__Your instructions__. From the first line to the last, write out the records exactly, leaving out images.

Records from a dataset:
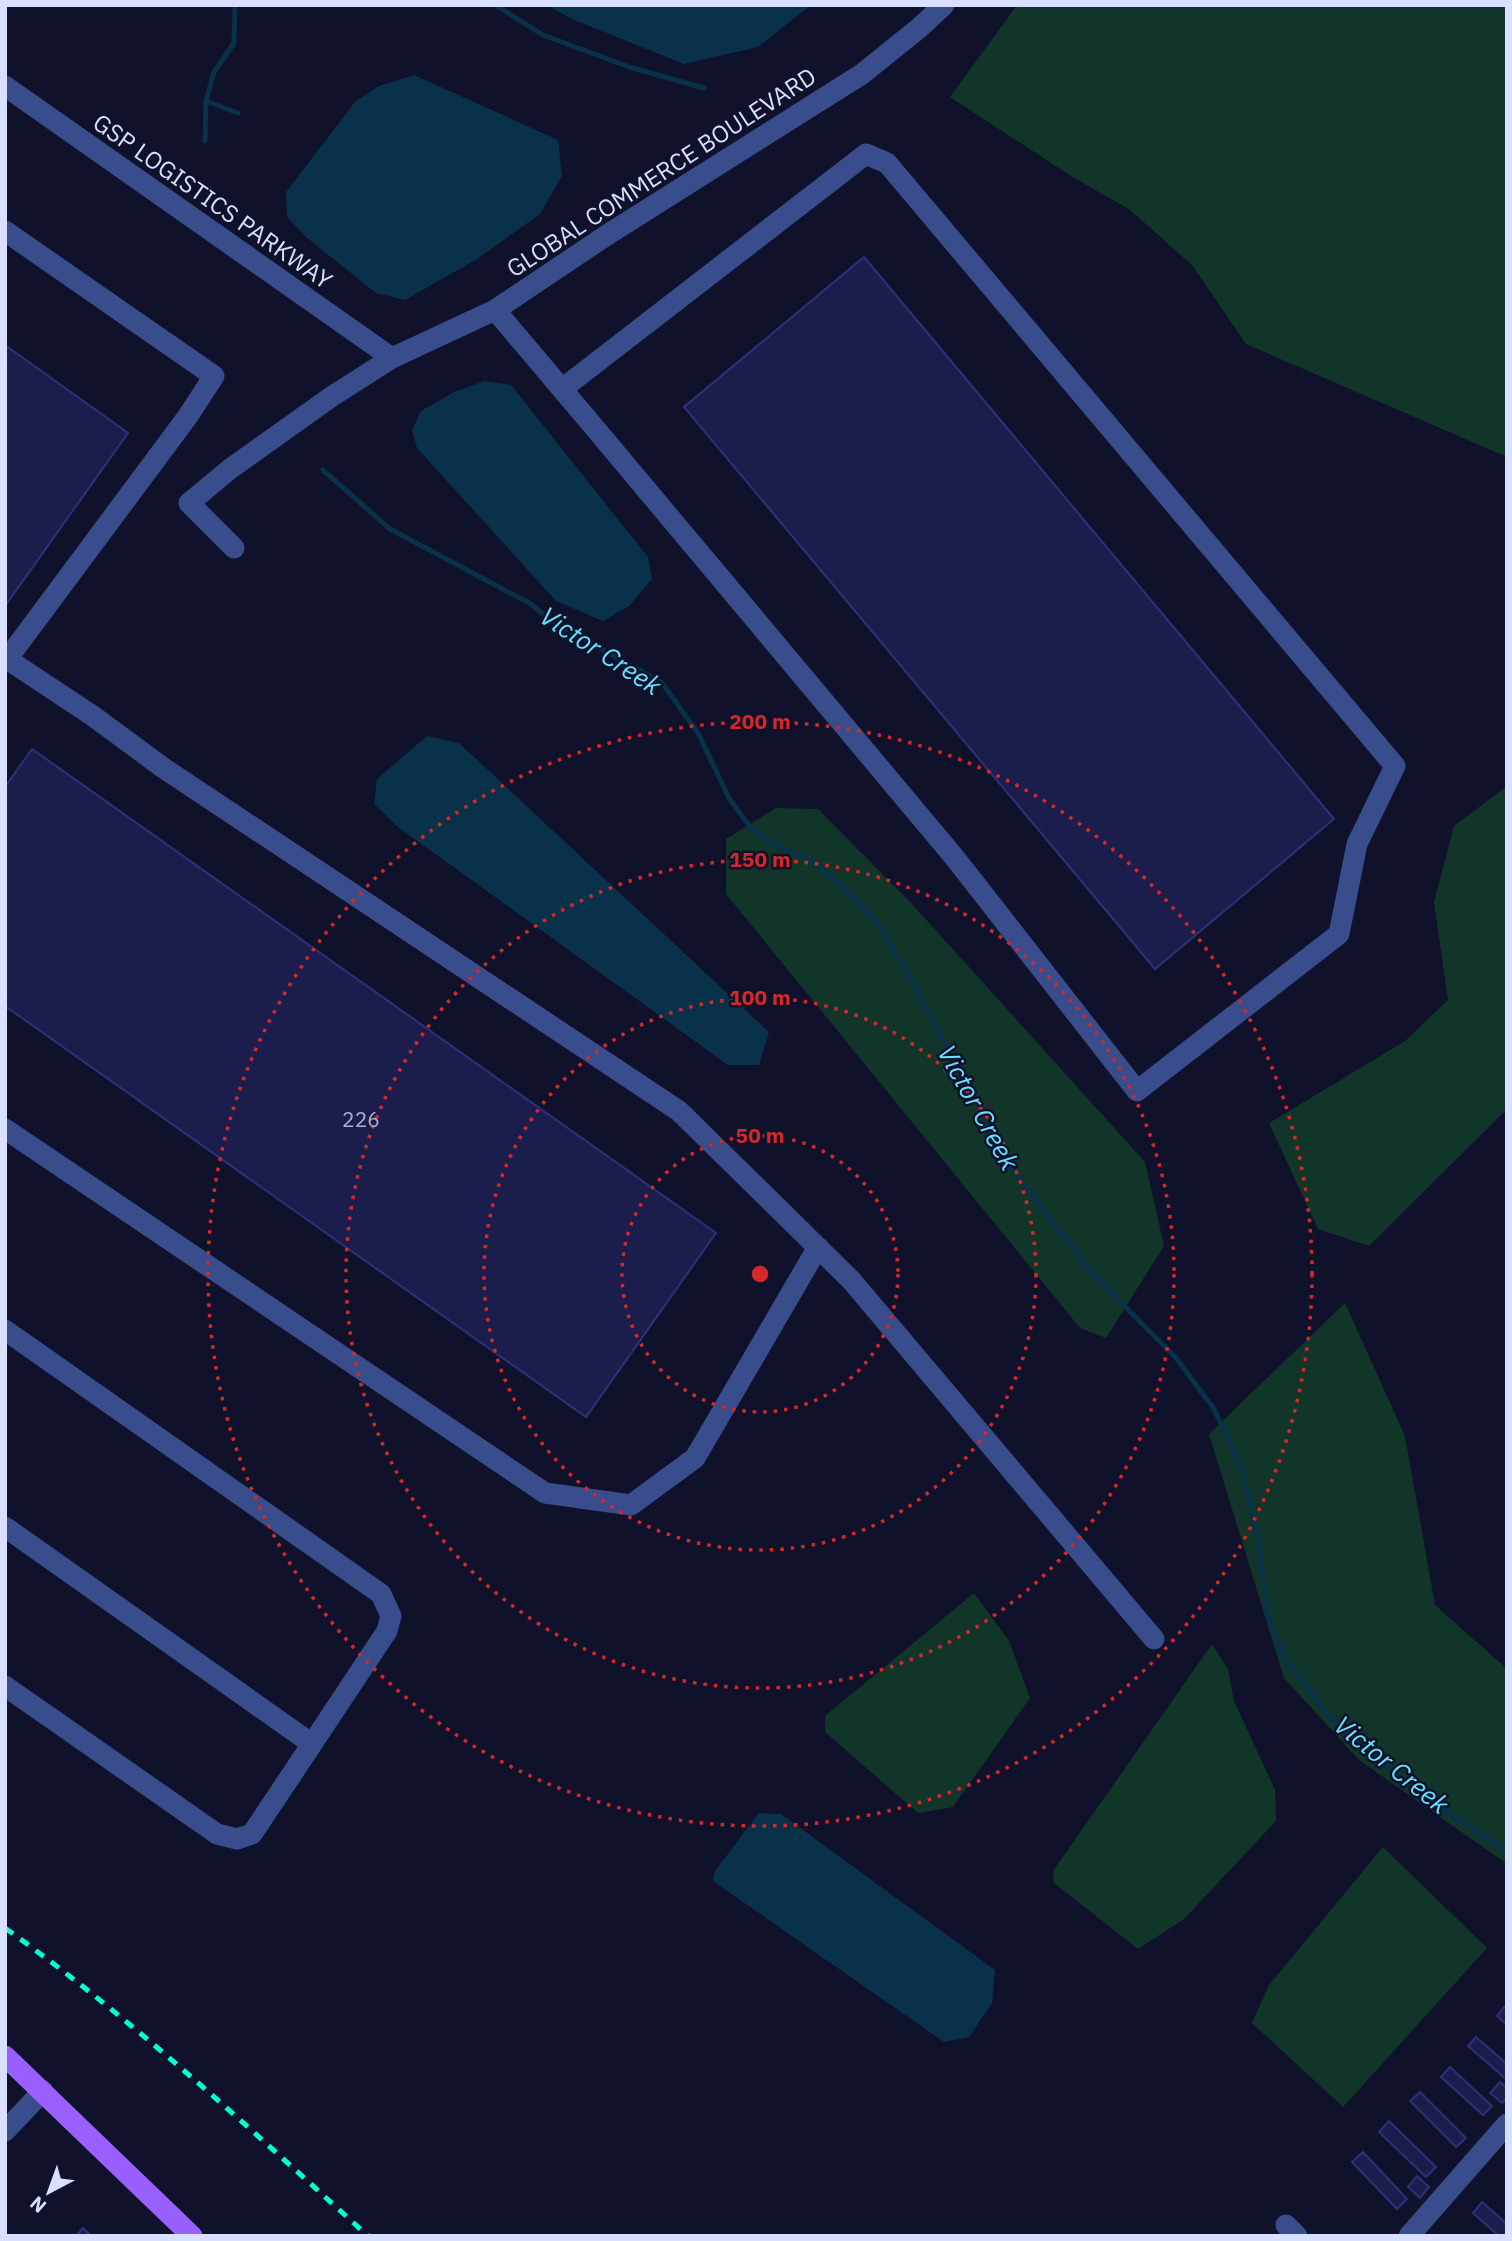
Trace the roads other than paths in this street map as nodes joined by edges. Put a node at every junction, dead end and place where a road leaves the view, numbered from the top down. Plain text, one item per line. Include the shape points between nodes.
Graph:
1 (944, 5) edge
2 (5, 86) edge
3 (5, 231) edge
4 (495, 310) junction
5 (392, 359) junction
6 (562, 389) junction
7 (234, 548) dead end
8 (6, 661) edge
9 (5, 1129) edge
10 (818, 1247) junction
11 (5, 1330) edge
12 (5, 1527) edge
13 (1154, 1639) dead end
14 (5, 1686) edge
15 (312, 1744) junction
16 (5, 2056) edge
17 (43, 2091) junction
18 (1507, 2124) edge
19 (5, 2132) edge
20 (192, 2236) edge
21 (1409, 2236) edge

1 - 4 street, GLOBAL COMMERCE BOULEVARD via 862,74
2 - 5 street, GSP LOGISTICS PARKWAY
3 - 8 street via 214,376
4 - 5 street, GLOBAL COMMERCE BOULEVARD
4 - 6 street
5 - 7 street, GLOBAL COMMERCE BOULEVARD via 331,397 189,503
6 - 6 street via 955,858 1137,1091 1339,934 1357,844 1395,766 887,163 866,154
8 - 10 street via 679,1111
9 - 10 street via 545,1493 631,1505 695,1458
10 - 13 street via 852,1280
11 - 15 street via 381,1594 391,1616 387,1631
12 - 15 street
14 - 15 street via 217,1834 237,1839 252,1835
16 - 17 main road
17 - 19 street
17 - 20 main road
18 - 21 street

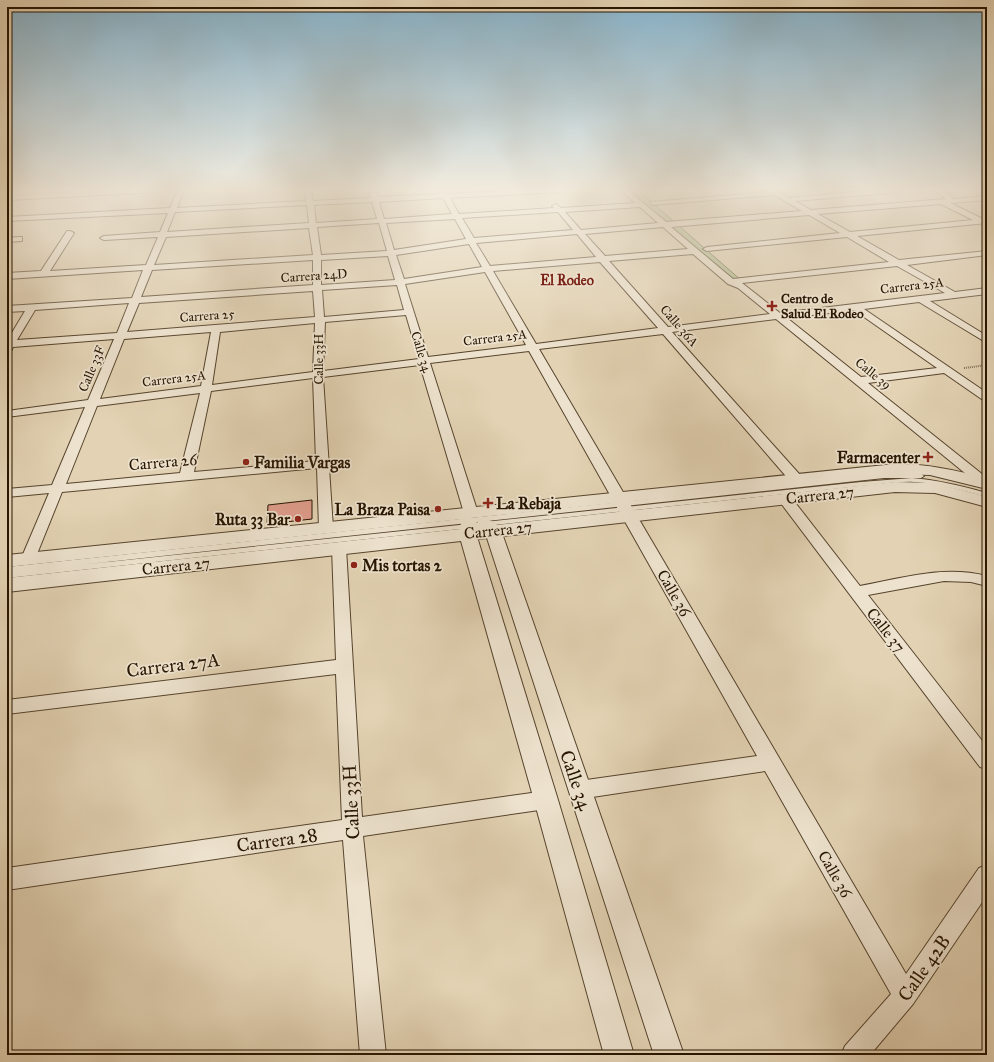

__Written answer__.
Trace the roads other than paths in this street map as nodes joined by edges. Put a node at every junction, dead end and place where a road leaves the view, numbered from the top down. Plain text, one item per line. Include the shape points between nodes.
Graph:
1 (944, 5) edge
2 (5, 86) edge
3 (5, 231) edge
4 (495, 310) junction
5 (392, 359) junction
6 (562, 389) junction
7 (234, 548) dead end
8 (6, 661) edge
9 (5, 1129) edge
10 (818, 1247) junction
11 (5, 1330) edge
12 (5, 1527) edge
13 (1154, 1639) dead end
14 (5, 1686) edge
15 (312, 1744) junction
16 (5, 2056) edge
17 (43, 2091) junction
18 (1507, 2124) edge
19 (5, 2132) edge
20 (192, 2236) edge
21 (1409, 2236) edge

1 - 4 street, GLOBAL COMMERCE BOULEVARD via 862,74
2 - 5 street, GSP LOGISTICS PARKWAY
3 - 8 street via 214,376
4 - 5 street, GLOBAL COMMERCE BOULEVARD
4 - 6 street
5 - 7 street, GLOBAL COMMERCE BOULEVARD via 331,397 189,503
6 - 6 street via 955,858 1137,1091 1339,934 1357,844 1395,766 887,163 866,154
8 - 10 street via 679,1111
9 - 10 street via 545,1493 631,1505 695,1458
10 - 13 street via 852,1280
11 - 15 street via 381,1594 391,1616 387,1631
12 - 15 street
14 - 15 street via 217,1834 237,1839 252,1835
16 - 17 main road
17 - 19 street
17 - 20 main road
18 - 21 street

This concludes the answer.